The radio ads feature a street-smart cab driver, Jimmy Rizzo, advising the public of the advantages of doing business with an independent agent who can offer personal service and explain all the changes taking place in the auto insurance market. In one ad, Rizzo advises consumers against relying upon “cartoon characters” on television for their insurance— an apparent swipe at direct writer GEICO’s gecko mascot. GEICO, State Farm and several other national direct writers do not now write insurance in the state but could enter under the new rules.

“Certainly that’s always on our minds,” said Mancini of the potential for new competitors into the marketplace.

Thus far, only one additional insurer, Peerless Insurance, which is part of Liberty Mutual Group, has said it will come into the market, although it has not yet made a rate filing. But Mancini notes that new players including GEICO waited awhile before entering New Jersey after that state deregulated its market several years ago and the same waiting game could play out in the Bay State.

The radio ads have been scheduled during four flights of three weeks each on 26 stations across the state. The four flights will be heard during January, March-April, June and September. More than 4,300 radio ads will be heard over the course of the 2008 campaign. Each will highlight the advantages of doing business with an independent insurance agent and feature MAIA’s agency company partners on a rotating basis. The ad taglines will direct consumers to massauto.com.
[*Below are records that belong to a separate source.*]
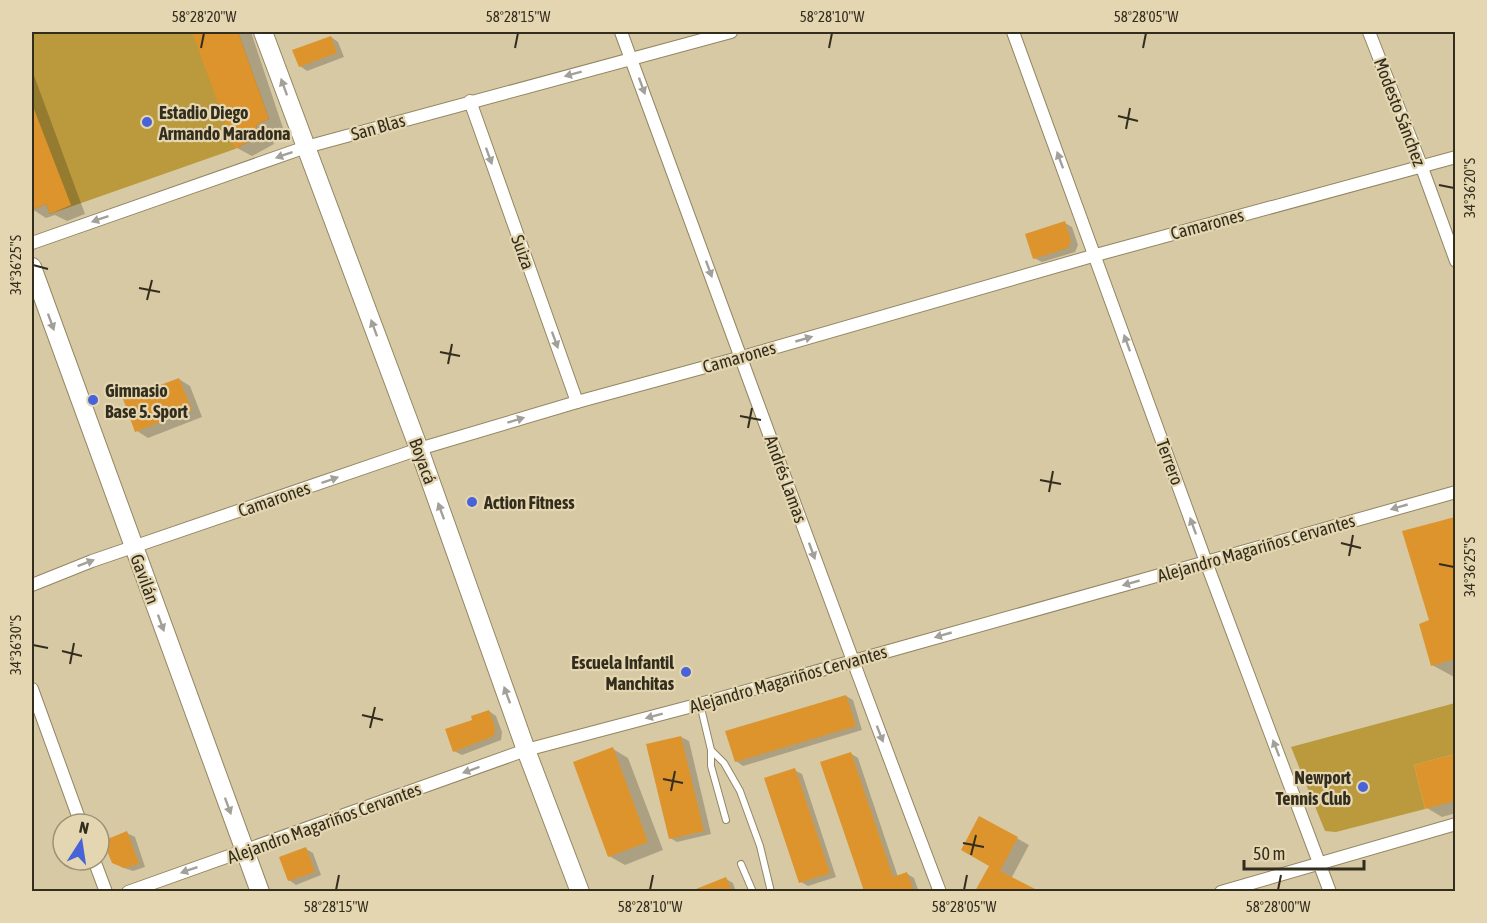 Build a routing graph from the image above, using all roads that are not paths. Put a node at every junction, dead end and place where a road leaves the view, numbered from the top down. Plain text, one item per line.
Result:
1 (263, 32) edge
2 (621, 32) edge
3 (731, 32) edge
4 (1013, 32) edge
5 (1369, 32) edge
6 (631, 58) junction
7 (470, 101) junction
8 (306, 147) junction
9 (1455, 157) edge
10 (1421, 165) junction
11 (32, 243) edge
12 (1096, 255) junction
13 (1455, 261) edge
14 (32, 267) edge
15 (742, 357) junction
16 (577, 402) junction
17 (419, 449) junction
18 (1455, 492) edge
19 (133, 547) junction
20 (1206, 562) junction
21 (32, 585) edge
22 (851, 660) junction
23 (32, 689) edge
24 (700, 704) junction
25 (526, 750) junction
26 (711, 750) junction
27 (77, 812) edge
28 (726, 820) dead end
29 (1455, 824) edge
30 (244, 851) junction
31 (1319, 862) junction
32 (741, 864) dead end
33 (99, 872) edge
34 (106, 891) edge
35 (128, 891) edge
36 (260, 891) edge
37 (580, 891) edge
38 (753, 891) edge
39 (771, 891) edge
40 (940, 891) edge
41 (1221, 891) edge
42 (1330, 891) edge

8 -> 1 street, Boyacá
2 - 6 street, Andrés Lamas
3 - 6 street, San Blas
12 -> 4 street, Terrero
5 - 10 street, Modesto Sánchez
6 -> 7 street, San Blas
6 -> 15 street, Andrés Lamas
7 - 8 street, San Blas
7 -> 16 street, Suiza
8 -> 11 street, San Blas
17 -> 8 street, Boyacá
9 - 10 street, Camarones
10 - 12 street, Camarones
10 - 13 street, Modesto Sánchez
15 -> 12 street, Camarones
20 -> 12 street, Terrero
14 -> 19 street, Gavilán
15 - 16 street, Camarones
15 -> 22 street, Andrés Lamas
17 -> 16 street, Camarones
19 -> 17 street, Camarones
25 -> 17 street, Boyacá
18 -> 20 street, Alejandro Magariños Cervantes
21 -> 19 street, Camarones
19 -> 30 street, Gavilán
20 -> 22 street, Alejandro Magariños Cervantes
31 -> 20 street, Terrero
22 - 24 street, Alejandro Magariños Cervantes
22 -> 40 street, Andrés Lamas
23 - 27 street
24 -> 25 street, Alejandro Magariños Cervantes
24 - 26 lane
25 -> 30 street, Alejandro Magariños Cervantes
25 - 37 street, Boyacá
26 - 28 lane
26 - 39 lane
29 - 31 street
30 -> 35 street, Alejandro Magariños Cervantes
30 - 36 street, Gavilán
31 - 41 street
31 - 42 street, Terrero
32 - 38 lane
33 - 34 street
MAIA’s billboards will be featured during the periods January to March and June to September on major highways in the Boston, Worcester and Springfield areas.
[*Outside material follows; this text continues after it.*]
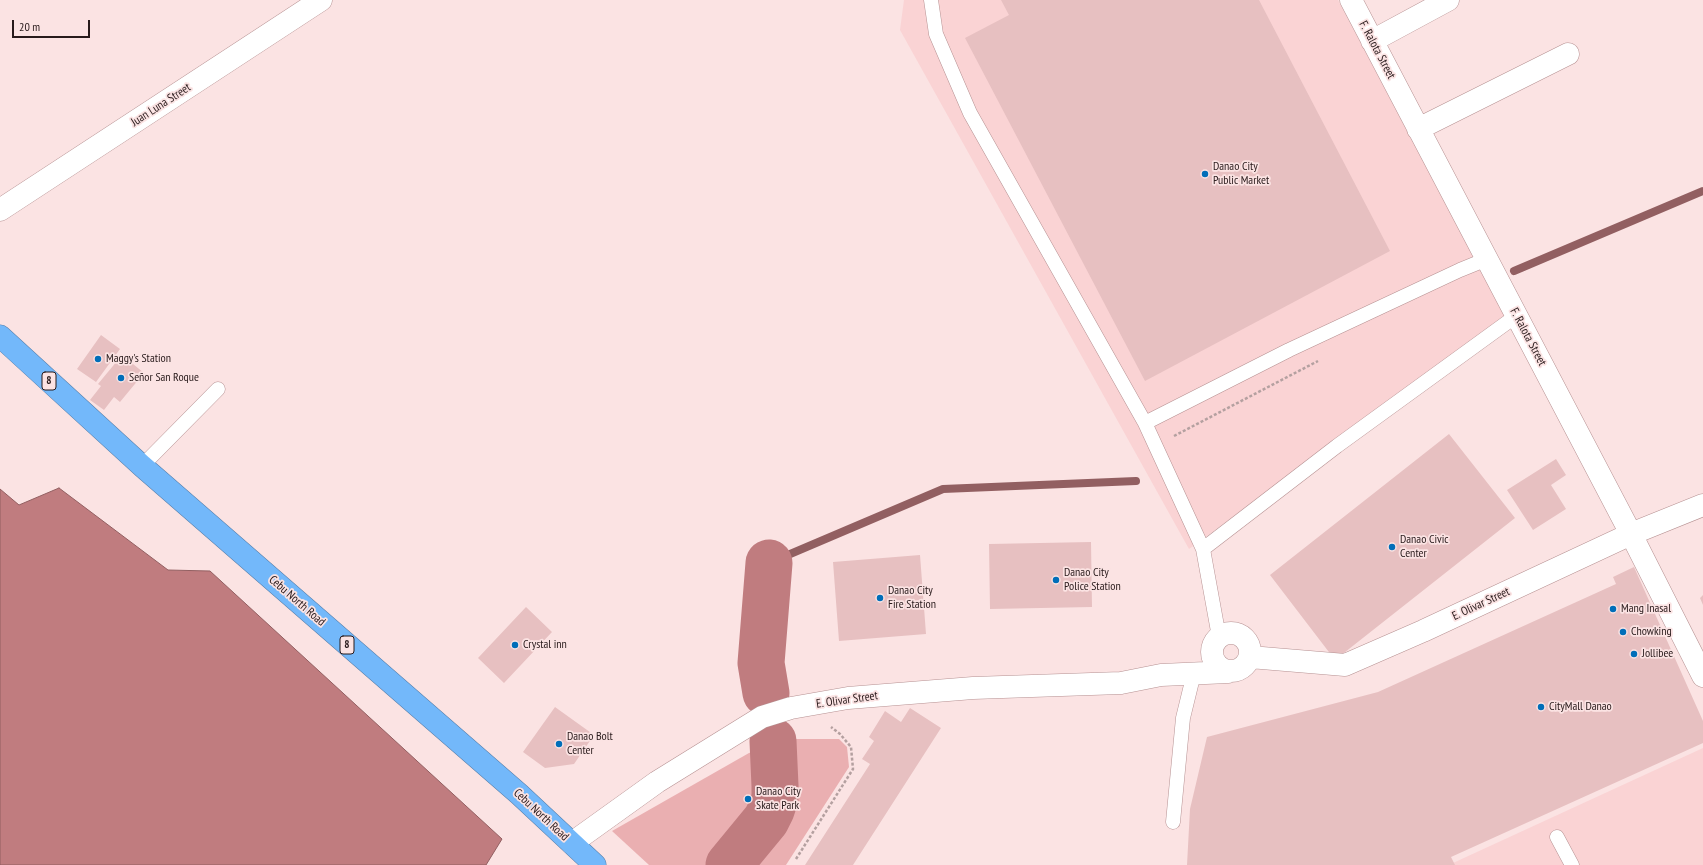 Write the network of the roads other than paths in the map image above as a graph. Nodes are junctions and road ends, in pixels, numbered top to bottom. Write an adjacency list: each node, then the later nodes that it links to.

MAIA has budgeted $500,000 toward the 2008 campaign, with the remaining $500,000 expected to come from insurance companies that use independent agents. Mancini said the group is still in the process of signing up insurers to join the campaign so no final list is yet available.

This is the ninth year that MAIA’s has sponsored an Agent Awareness Campaign. The projected $1 million campaign more than doubles last year’s MAIA’s Agents Awareness Campaign. Over the first eight years of the campaign, the association says it has spent more than $3.8 million in agent advertising.

The agents’ group initiated its ad campaigns back in 2000, in part to combat insurance sales by banks and sales over the Internet. Have the ads helped? Mancini thinks so.

“Our market share has stayed about the same,” he said.